Note every line in the entries that contains the string "bridge", and copy it.

[RECORD EXTRACTS]:
--- START ---
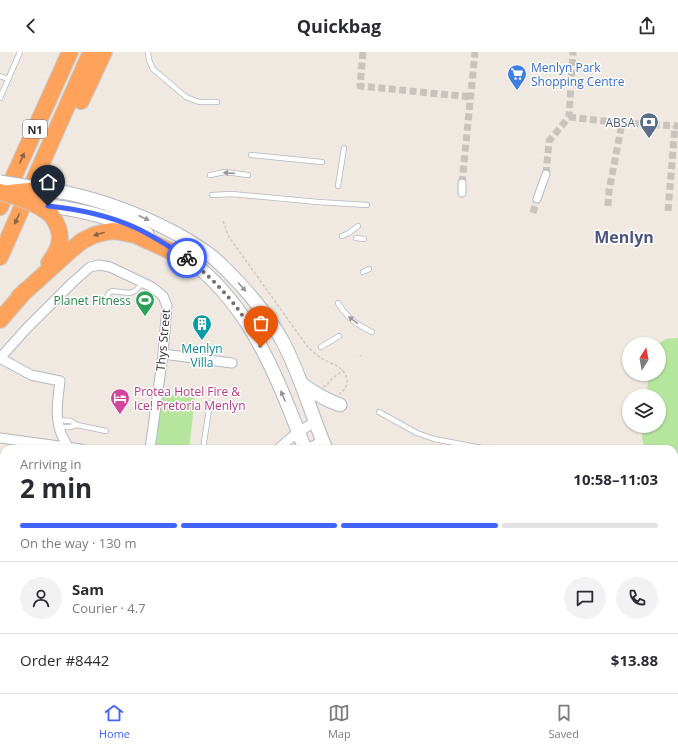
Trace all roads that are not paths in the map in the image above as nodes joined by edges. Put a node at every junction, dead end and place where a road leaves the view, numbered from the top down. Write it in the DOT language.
graph roads {
  1 [pos="20,52"];
  2 [pos="70,52"];
  3 [pos="91,52"];
  4 [pos="104,52"];
  5 [pos="148,52"];
  6 [pos="0,76"];
  7 [pos="8,79"];
  8 [pos="0,98"];
  9 [pos="217,102"];
  10 [pos="344,148"];
  11 [pos="251,156"];
  12 [pos="322,162"];
  13 [pos="38,171"];
  14 [pos="546,174"];
  15 [pos="210,175"];
  16 [pos="248,175"];
  17 [pos="462,183"];
  18 [pos="338,186"];
  19 [pos="60,192"];
  20 [pos="462,193"];
  21 [pos="1,194"];
  22 [pos="212,195"];
  23 [pos="537,199"];
  24 [pos="367,206"];
  25 [pos="58,212"];
  26 [pos="358,226"];
  27 [pos="342,236"];
  28 [pos="356,238"];
  29 [pos="364,239"];
  30 [pos="0,257"];
  31 [pos="188,259"];
  32 [pos="369,269"];
  33 [pos="363,272"];
  34 [pos="143,283"];
  35 [pos="19,297"];
  36 [pos="106,299"];
  37 [pos="338,303"];
  38 [pos="0,320"];
  39 [pos="372,332"];
  40 [pos="339,336"];
  41 [pos="321,347"];
  42 [pos="163,354"];
  43 [pos="0,358"];
  44 [pos="232,363"];
  45 [pos="302,384"];
  46 [pos="339,400"];
  47 [pos="210,403"];
  48 [pos="379,412"];
  49 [pos="315,422"];
  50 [pos="58,423"];
  51 [pos="106,431"];
  52 [pos="298,432"];
  53 [pos="0,438"];
  54 [pos="48,445"];
  55 [pos="67,445"];
  56 [pos="151,445"];
  57 [pos="204,445"];
  58 [pos="283,445"];
  59 [pos="304,445"];
  60 [pos="324,445"];
  61 [pos="465,445"];
  1 -- 7 [label="lane"];
  21 -- 2 [label="highway, N1, one-way"];
  3 -- 13 [label="highway, N1"];
  4 -- 13 [label="highway"];
  5 -- 9 [label="lane"];
  6 -- 7 [label="lane"];
  7 -- 8 [label="lane"];
  10 -- 18 [label="lane"];
  11 -- 12 [label="lane"];
  13 -- 30 [label="highway, N1, one-way"];
  14 -- 23 [label="street"];
  16 -- 15 [label="lane, one-way"];
  17 -- 20 [label="street"];
  19 -- 21 [label="highway, bridge"];
  19 -- 45 [label="main road, one-way"];
  21 -- 25 [label="highway, bridge"];
  22 -- 24 [label="lane"];
  25 -- 31 [label="main road"];
  25 -- 35 [label="highway"];
  26 -- 27 [label="lane"];
  28 -- 29 [label="lane"];
  31 -- 35 [label="highway, one-way"];
  52 -- 31 [label="main road, one-way"];
  32 -- 33 [label="lane"];
  34 -- 36 [label="lane"];
  34 -- 42 [label="street, Thys Street"];
  34 -- 43 [label="street, Thys Street"];
  35 -- 38 [label="highway"];
  39 -- 37 [label="lane, one-way"];
  40 -- 41 [label="lane"];
  42 -- 44 [label="street"];
  42 -- 56 [label="street, Thys Street"];
  43 -- 50 [label="street"];
  45 -- 46 [label="main road"];
  45 -- 49 [label="main road"];
  47 -- 57 [label="lane"];
  48 -- 61 [label="lane"];
  49 -- 52 [label="street"];
  49 -- 60 [label="main road"];
  50 -- 51 [label="lane"];
  50 -- 55 [label="street"];
  52 -- 58 [label="street"];
  52 -- 59 [label="main road"];
  53 -- 54 [label="street"];
}
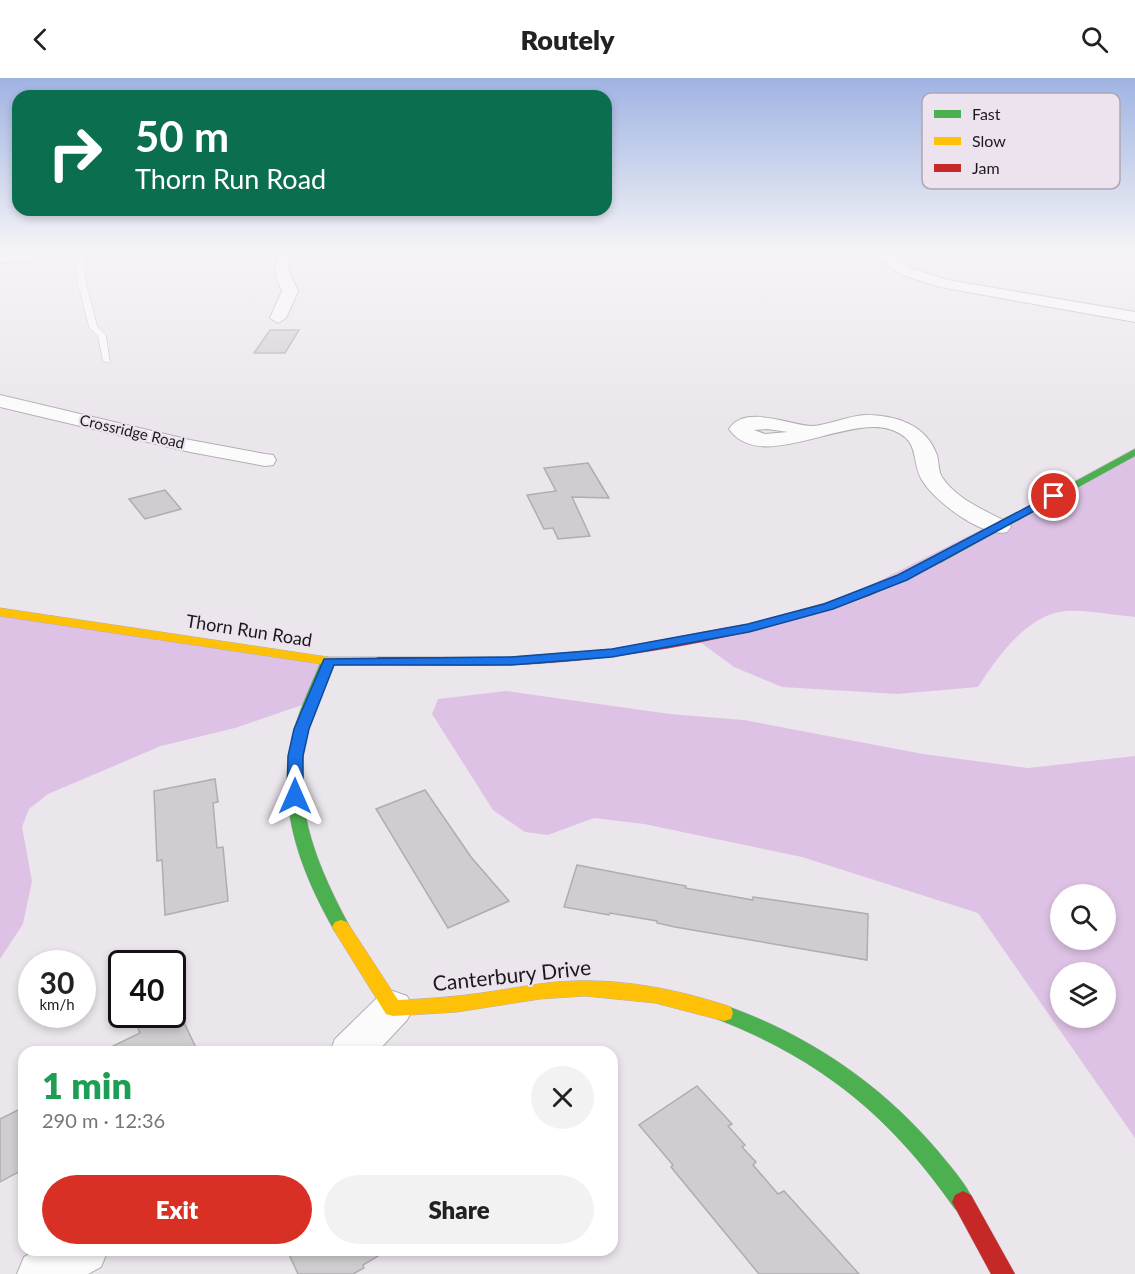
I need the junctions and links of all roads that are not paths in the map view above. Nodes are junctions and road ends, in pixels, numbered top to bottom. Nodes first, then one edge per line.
1 (88, 307) edge
2 (283, 307) edge
3 (1076, 307) edge
4 (1135, 317) edge
5 (278, 318) dead end
6 (107, 361) dead end
7 (0, 401) edge
8 (814, 432) dead end
9 (1135, 452) edge
10 (265, 460) dead end
11 (999, 527) junction
12 (0, 612) edge
13 (328, 661) junction
14 (393, 1008) junction
15 (356, 1046) edge
16 (74, 1256) edge
17 (42, 1274) edge
18 (1004, 1274) edge

1 - 6 lane
2 - 5 street
3 - 4 street
7 - 10 street, Crossridge Road
8 - 11 street
9 - 11 street, Thorn Run Road
11 - 13 street, Thorn Run Road
12 - 13 street, Thorn Run Road
13 - 14 street
14 - 15 street
14 - 18 street, Canterbury Drive
16 - 17 street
--- END ---
[RESPONSE BELOW]:
  19 -- 21 [label="highway, bridge"];
  21 -- 25 [label="highway, bridge"];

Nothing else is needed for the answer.